** Data for this task follows **
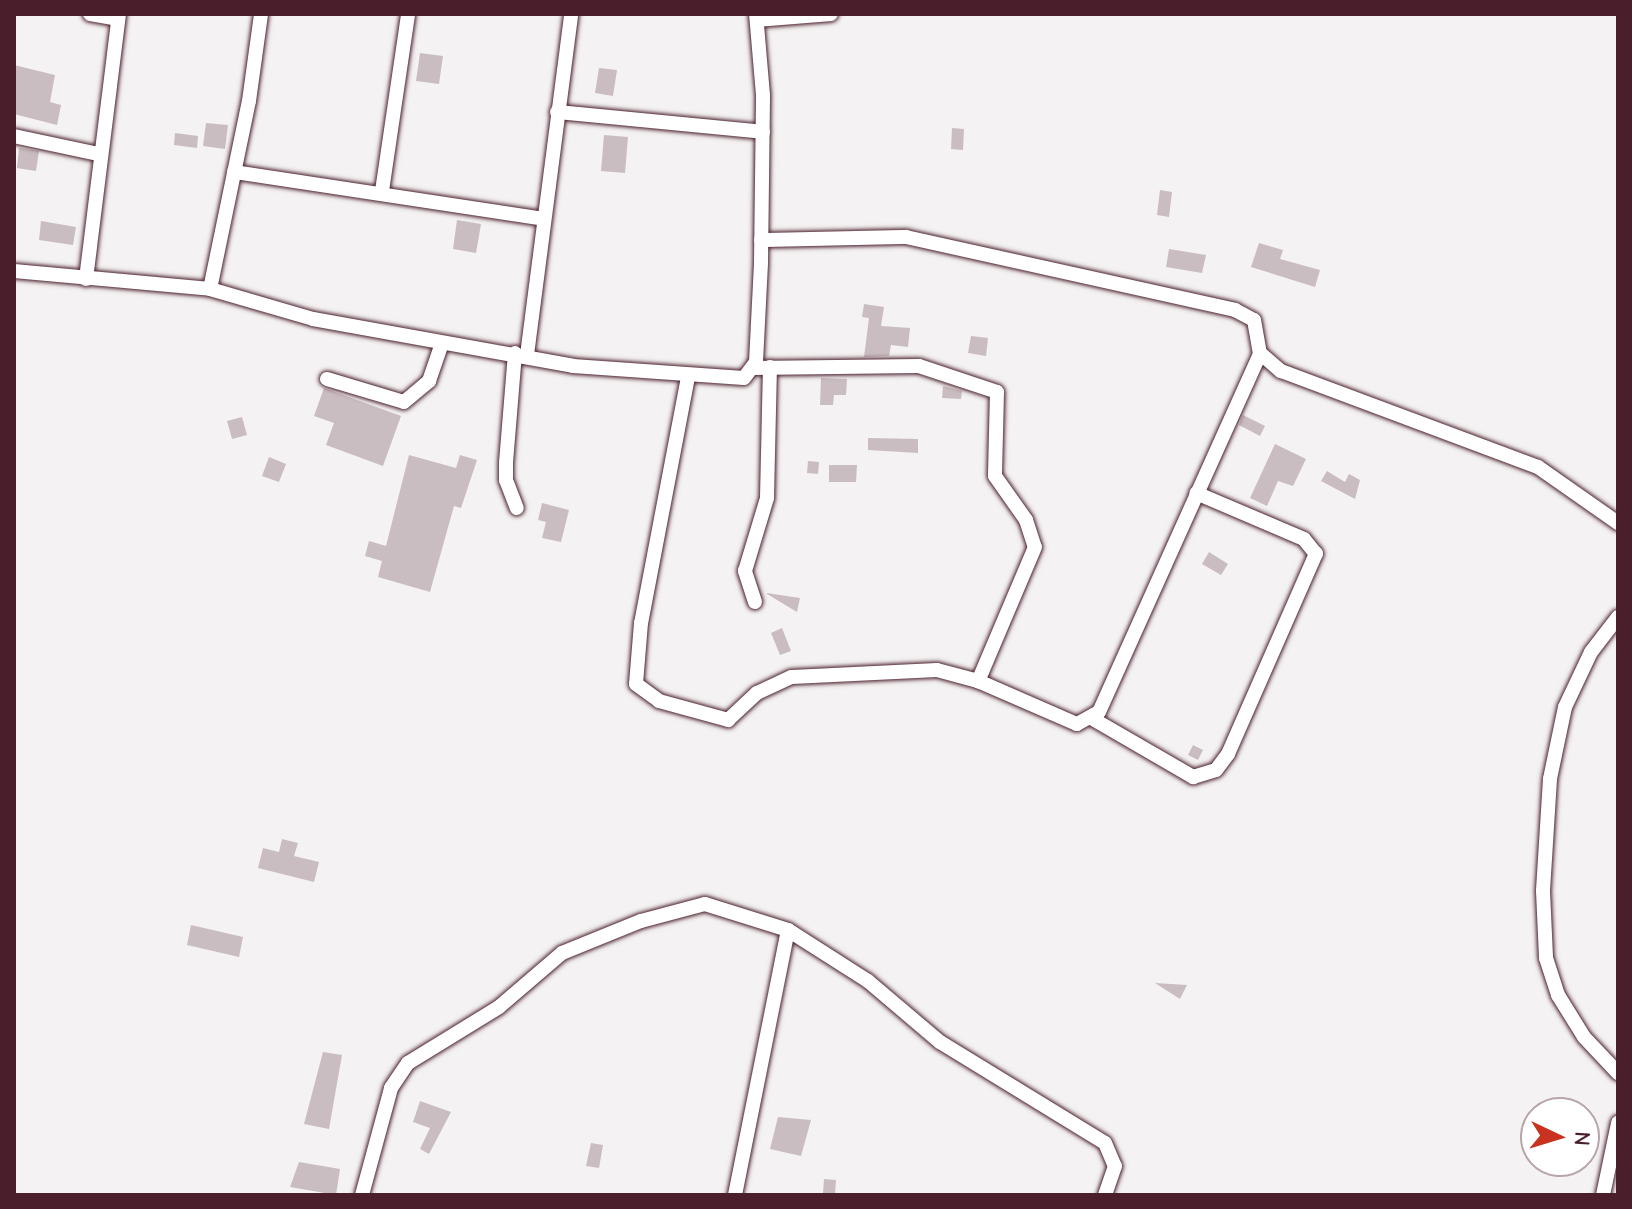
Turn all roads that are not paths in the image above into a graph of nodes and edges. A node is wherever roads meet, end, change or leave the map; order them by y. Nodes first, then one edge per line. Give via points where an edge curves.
1 (90, 14) edge
2 (261, 14) edge
3 (408, 14) edge
4 (571, 14) edge
5 (831, 14) edge
6 (118, 16) edge
7 (757, 17) edge
8 (557, 112) junction
9 (763, 132) junction
10 (14, 136) edge
11 (99, 154) junction
12 (234, 172) junction
13 (382, 191) junction
14 (543, 219) junction
15 (761, 240) junction
16 (14, 271) edge
17 (86, 279) junction
18 (210, 289) junction
19 (442, 343) junction
20 (1260, 353) junction
21 (521, 354) junction
22 (770, 367) junction
23 (753, 368) junction
24 (688, 377) junction
25 (327, 379) dead end
26 (1196, 493) junction
27 (517, 508) dead end
28 (1618, 523) edge
29 (755, 602) dead end
30 (1618, 617) edge
31 (978, 681) junction
32 (1093, 719) junction
33 (788, 930) junction
34 (1618, 1073) edge
35 (1618, 1123) edge
36 (1609, 1188) edge
37 (362, 1195) edge
38 (735, 1195) edge
39 (1105, 1195) edge

1 - 6 street
2 - 12 street
3 - 13 street
4 - 8 street
5 - 7 street
6 - 11 street
7 - 9 street
8 - 9 street
8 - 14 street
9 - 15 street
10 - 11 street
11 - 17 street
12 - 13 street
12 - 18 street
13 - 14 street
14 - 21 street
15 - 20 street via 906,237 1224,307 1254,320
15 - 23 street
16 - 17 street
17 - 18 street
18 - 19 street via 271,309
19 - 21 street
19 - 25 street via 429,381 404,402
20 - 26 street
20 - 28 street via 1281,371 1538,467
21 - 24 street via 573,366
21 - 27 street via 506,462 506,480
22 - 23 street
22 - 29 street via 767,498 745,571
22 - 31 street via 928,366 997,392 995,476 1026,520 1035,547
23 - 24 street via 744,378
24 - 31 street via 641,623 636,684 659,701 728,720 757,693 792,677 937,670
26 - 32 street
26 - 32 street via 1304,539 1316,554 1228,754 1216,770 1193,777
30 - 34 street via 1591,652 1565,707 1550,779 1543,891 1546,958 1558,995 1584,1037
31 - 32 street via 1070,723
33 - 37 street via 705,904 641,921 562,953 499,1007 408,1063 391,1088
33 - 38 street
33 - 39 street via 868,981 940,1042 1105,1143 1115,1166
35 - 36 street

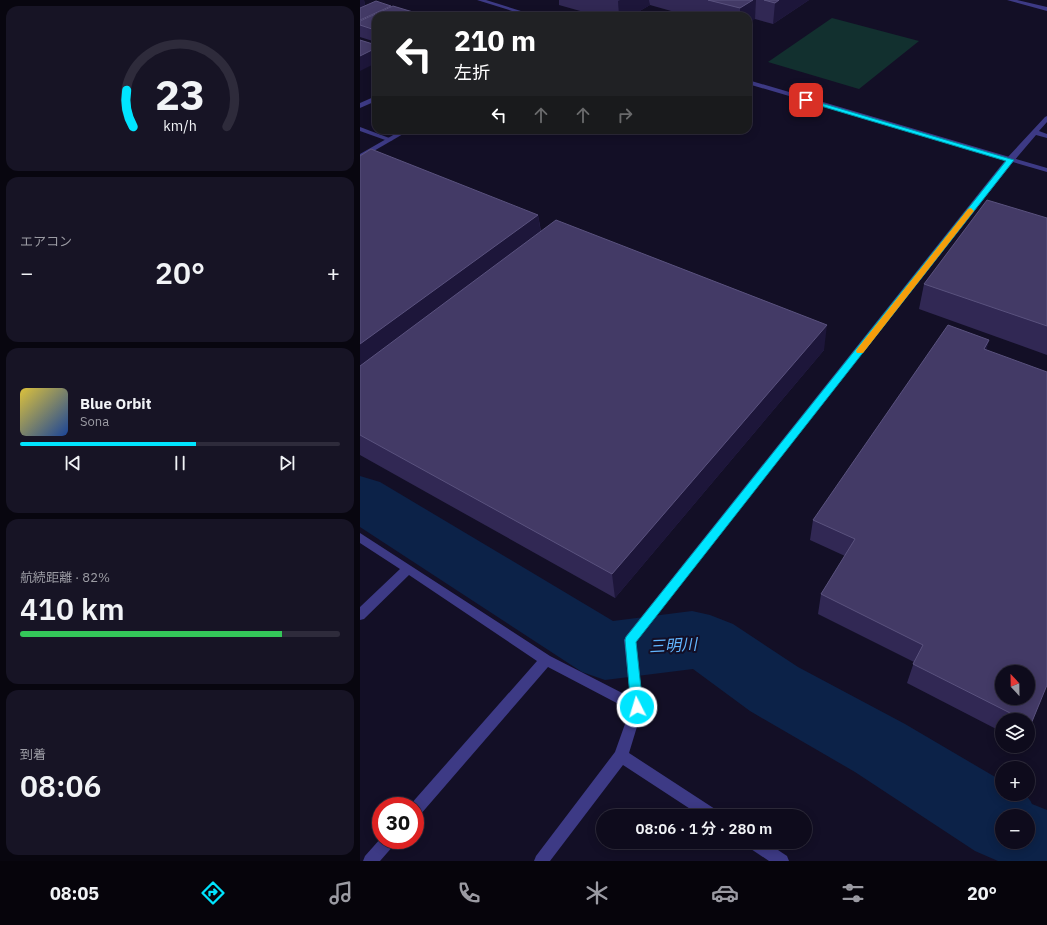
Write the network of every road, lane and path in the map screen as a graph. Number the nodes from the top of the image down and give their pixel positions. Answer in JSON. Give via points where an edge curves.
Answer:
{"nodes":[{"id":1,"x":480,"y":0,"type":"edge"},
{"id":2,"x":1010,"y":0,"type":"edge"},
{"id":3,"x":1047,"y":9,"type":"edge"},
{"id":4,"x":519,"y":12,"type":"edge"},
{"id":5,"x":752,"y":83,"type":"edge"},
{"id":6,"x":372,"y":100,"type":"edge"},
{"id":7,"x":360,"y":106,"type":"edge"},
{"id":8,"x":1047,"y":118,"type":"edge"},
{"id":9,"x":360,"y":129,"type":"edge"},
{"id":10,"x":1035,"y":132,"type":"junction"},
{"id":11,"x":372,"y":133,"type":"edge"},
{"id":12,"x":374,"y":134,"type":"edge"},
{"id":13,"x":400,"y":134,"type":"edge"},
{"id":14,"x":1047,"y":136,"type":"edge"},
{"id":15,"x":390,"y":140,"type":"junction"},
{"id":16,"x":360,"y":157,"type":"edge"},
{"id":17,"x":1010,"y":160,"type":"junction"},
{"id":18,"x":1047,"y":170,"type":"edge"},
{"id":19,"x":360,"y":537,"type":"edge"},
{"id":20,"x":408,"y":569,"type":"junction"},
{"id":21,"x":360,"y":615,"type":"edge"},
{"id":22,"x":546,"y":660,"type":"junction"},
{"id":23,"x":637,"y":707,"type":"junction"},
{"id":24,"x":621,"y":756,"type":"junction"},
{"id":25,"x":424,"y":800,"type":"edge"},
{"id":26,"x":702,"y":809,"type":"edge"},
{"id":27,"x":381,"y":849,"type":"edge"},
{"id":28,"x":764,"y":849,"type":"edge"},
{"id":29,"x":370,"y":861,"type":"edge"},
{"id":30,"x":541,"y":861,"type":"edge"},
{"id":31,"x":782,"y":861,"type":"edge"}],
"edges":[{"from":1,"to":4,"type":"street"},
{"from":2,"to":3,"type":"street"},
{"from":5,"to":17,"type":"street"},
{"from":6,"to":7,"type":"street"},
{"from":8,"to":10,"type":"street"},
{"from":9,"to":11,"type":"street"},
{"from":10,"to":14,"type":"street"},
{"from":10,"to":17,"type":"street"},
{"from":12,"to":15,"type":"street"},
{"from":13,"to":15,"type":"street"},
{"from":15,"to":16,"type":"street"},
{"from":17,"to":18,"type":"street"},
{"from":17,"to":23,"type":"street","via":[[630,640]]},
{"from":19,"to":20,"type":"street"},
{"from":20,"to":21,"type":"street"},
{"from":20,"to":22,"type":"street"},
{"from":22,"to":23,"type":"street"},
{"from":22,"to":25,"type":"street"},
{"from":23,"to":24,"type":"street"},
{"from":24,"to":26,"type":"street"},
{"from":24,"to":30,"type":"street"},
{"from":27,"to":29,"type":"street"},
{"from":28,"to":31,"type":"street"}]}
** End of Data for this task **
▶ What this task involves:
For this exercise, copy the entries above exactly and skip any picture.

▶ Solution below:
Turn all roads that are not paths in the image above into a graph of nodes and edges. A node is wherever roads meet, end, change or leave the map; order them by y. Nodes first, then one edge per line. Give via points where an edge curves.
1 (90, 14) edge
2 (261, 14) edge
3 (408, 14) edge
4 (571, 14) edge
5 (831, 14) edge
6 (118, 16) edge
7 (757, 17) edge
8 (557, 112) junction
9 (763, 132) junction
10 (14, 136) edge
11 (99, 154) junction
12 (234, 172) junction
13 (382, 191) junction
14 (543, 219) junction
15 (761, 240) junction
16 (14, 271) edge
17 (86, 279) junction
18 (210, 289) junction
19 (442, 343) junction
20 (1260, 353) junction
21 (521, 354) junction
22 (770, 367) junction
23 (753, 368) junction
24 (688, 377) junction
25 (327, 379) dead end
26 (1196, 493) junction
27 (517, 508) dead end
28 (1618, 523) edge
29 (755, 602) dead end
30 (1618, 617) edge
31 (978, 681) junction
32 (1093, 719) junction
33 (788, 930) junction
34 (1618, 1073) edge
35 (1618, 1123) edge
36 (1609, 1188) edge
37 (362, 1195) edge
38 (735, 1195) edge
39 (1105, 1195) edge

1 - 6 street
2 - 12 street
3 - 13 street
4 - 8 street
5 - 7 street
6 - 11 street
7 - 9 street
8 - 9 street
8 - 14 street
9 - 15 street
10 - 11 street
11 - 17 street
12 - 13 street
12 - 18 street
13 - 14 street
14 - 21 street
15 - 20 street via 906,237 1224,307 1254,320
15 - 23 street
16 - 17 street
17 - 18 street
18 - 19 street via 271,309
19 - 21 street
19 - 25 street via 429,381 404,402
20 - 26 street
20 - 28 street via 1281,371 1538,467
21 - 24 street via 573,366
21 - 27 street via 506,462 506,480
22 - 23 street
22 - 29 street via 767,498 745,571
22 - 31 street via 928,366 997,392 995,476 1026,520 1035,547
23 - 24 street via 744,378
24 - 31 street via 641,623 636,684 659,701 728,720 757,693 792,677 937,670
26 - 32 street
26 - 32 street via 1304,539 1316,554 1228,754 1216,770 1193,777
30 - 34 street via 1591,652 1565,707 1550,779 1543,891 1546,958 1558,995 1584,1037
31 - 32 street via 1070,723
33 - 37 street via 705,904 641,921 562,953 499,1007 408,1063 391,1088
33 - 38 street
33 - 39 street via 868,981 940,1042 1105,1143 1115,1166
35 - 36 street

Write the network of every road, lane and path in the map screen as a graph. Number the nodes from the top of the image down and give their pixel positions. Answer in JSON. Give via points where an edge curves.
Answer:
{"nodes":[{"id":1,"x":480,"y":0,"type":"edge"},
{"id":2,"x":1010,"y":0,"type":"edge"},
{"id":3,"x":1047,"y":9,"type":"edge"},
{"id":4,"x":519,"y":12,"type":"edge"},
{"id":5,"x":752,"y":83,"type":"edge"},
{"id":6,"x":372,"y":100,"type":"edge"},
{"id":7,"x":360,"y":106,"type":"edge"},
{"id":8,"x":1047,"y":118,"type":"edge"},
{"id":9,"x":360,"y":129,"type":"edge"},
{"id":10,"x":1035,"y":132,"type":"junction"},
{"id":11,"x":372,"y":133,"type":"edge"},
{"id":12,"x":374,"y":134,"type":"edge"},
{"id":13,"x":400,"y":134,"type":"edge"},
{"id":14,"x":1047,"y":136,"type":"edge"},
{"id":15,"x":390,"y":140,"type":"junction"},
{"id":16,"x":360,"y":157,"type":"edge"},
{"id":17,"x":1010,"y":160,"type":"junction"},
{"id":18,"x":1047,"y":170,"type":"edge"},
{"id":19,"x":360,"y":537,"type":"edge"},
{"id":20,"x":408,"y":569,"type":"junction"},
{"id":21,"x":360,"y":615,"type":"edge"},
{"id":22,"x":546,"y":660,"type":"junction"},
{"id":23,"x":637,"y":707,"type":"junction"},
{"id":24,"x":621,"y":756,"type":"junction"},
{"id":25,"x":424,"y":800,"type":"edge"},
{"id":26,"x":702,"y":809,"type":"edge"},
{"id":27,"x":381,"y":849,"type":"edge"},
{"id":28,"x":764,"y":849,"type":"edge"},
{"id":29,"x":370,"y":861,"type":"edge"},
{"id":30,"x":541,"y":861,"type":"edge"},
{"id":31,"x":782,"y":861,"type":"edge"}],
"edges":[{"from":1,"to":4,"type":"street"},
{"from":2,"to":3,"type":"street"},
{"from":5,"to":17,"type":"street"},
{"from":6,"to":7,"type":"street"},
{"from":8,"to":10,"type":"street"},
{"from":9,"to":11,"type":"street"},
{"from":10,"to":14,"type":"street"},
{"from":10,"to":17,"type":"street"},
{"from":12,"to":15,"type":"street"},
{"from":13,"to":15,"type":"street"},
{"from":15,"to":16,"type":"street"},
{"from":17,"to":18,"type":"street"},
{"from":17,"to":23,"type":"street","via":[[630,640]]},
{"from":19,"to":20,"type":"street"},
{"from":20,"to":21,"type":"street"},
{"from":20,"to":22,"type":"street"},
{"from":22,"to":23,"type":"street"},
{"from":22,"to":25,"type":"street"},
{"from":23,"to":24,"type":"street"},
{"from":24,"to":26,"type":"street"},
{"from":24,"to":30,"type":"street"},
{"from":27,"to":29,"type":"street"},
{"from":28,"to":31,"type":"street"}]}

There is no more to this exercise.